*PROBLEM STATEMENT*: From the first line to the last, copy the material word for word; pictures stay out.

*ENTRIES SUPPLIED*:
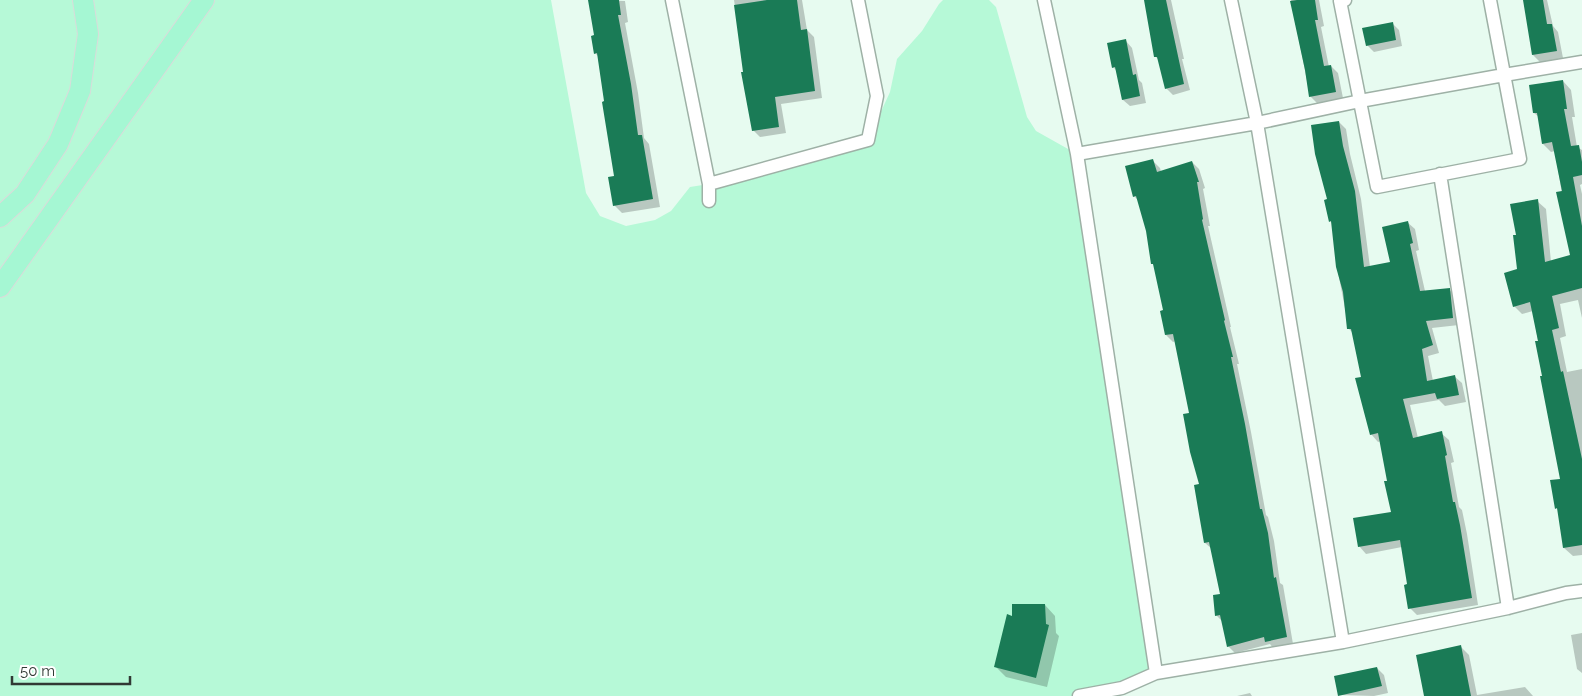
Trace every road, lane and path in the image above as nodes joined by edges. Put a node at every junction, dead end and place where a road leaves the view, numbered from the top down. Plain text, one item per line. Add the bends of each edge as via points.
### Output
1 (83, 0) edge
2 (204, 0) edge
3 (672, 0) edge
4 (858, 0) edge
5 (1044, 0) edge
6 (1231, 0) edge
7 (1345, 0) edge
8 (1490, 0) edge
9 (1582, 62) edge
10 (1504, 74) junction
11 (1360, 101) junction
12 (1257, 123) junction
13 (1077, 154) junction
14 (1440, 174) junction
15 (709, 184) junction
16 (709, 201) dead end
17 (0, 217) edge
18 (0, 286) edge
19 (1582, 591) edge
20 (1508, 608) junction
21 (1343, 642) junction
22 (1156, 673) junction
23 (1079, 696) edge

1 - 17 main road via 88,34 80,91 58,144 25,194
2 - 18 main road
3 - 15 street
4 - 15 street via 876,96 868,140
5 - 13 street
6 - 12 street
7 - 11 street via 1340,1
8 - 10 street
9 - 10 street
10 - 11 street
10 - 14 street via 1520,159
11 - 12 street
11 - 14 street via 1376,187
12 - 13 street
12 - 21 street
13 - 22 street
14 - 20 street
15 - 16 street
19 - 20 street
20 - 21 street
21 - 22 street
22 - 23 street via 1122,688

*TASK SOLUTION*:
Trace every road, lane and path in the image above as nodes joined by edges. Put a node at every junction, dead end and place where a road leaves the view, numbered from the top down. Plain text, one item per line. Add the bends of each edge as via points.
### Output
1 (83, 0) edge
2 (204, 0) edge
3 (672, 0) edge
4 (858, 0) edge
5 (1044, 0) edge
6 (1231, 0) edge
7 (1345, 0) edge
8 (1490, 0) edge
9 (1582, 62) edge
10 (1504, 74) junction
11 (1360, 101) junction
12 (1257, 123) junction
13 (1077, 154) junction
14 (1440, 174) junction
15 (709, 184) junction
16 (709, 201) dead end
17 (0, 217) edge
18 (0, 286) edge
19 (1582, 591) edge
20 (1508, 608) junction
21 (1343, 642) junction
22 (1156, 673) junction
23 (1079, 696) edge

1 - 17 main road via 88,34 80,91 58,144 25,194
2 - 18 main road
3 - 15 street
4 - 15 street via 876,96 868,140
5 - 13 street
6 - 12 street
7 - 11 street via 1340,1
8 - 10 street
9 - 10 street
10 - 11 street
10 - 14 street via 1520,159
11 - 12 street
11 - 14 street via 1376,187
12 - 13 street
12 - 21 street
13 - 22 street
14 - 20 street
15 - 16 street
19 - 20 street
20 - 21 street
21 - 22 street
22 - 23 street via 1122,688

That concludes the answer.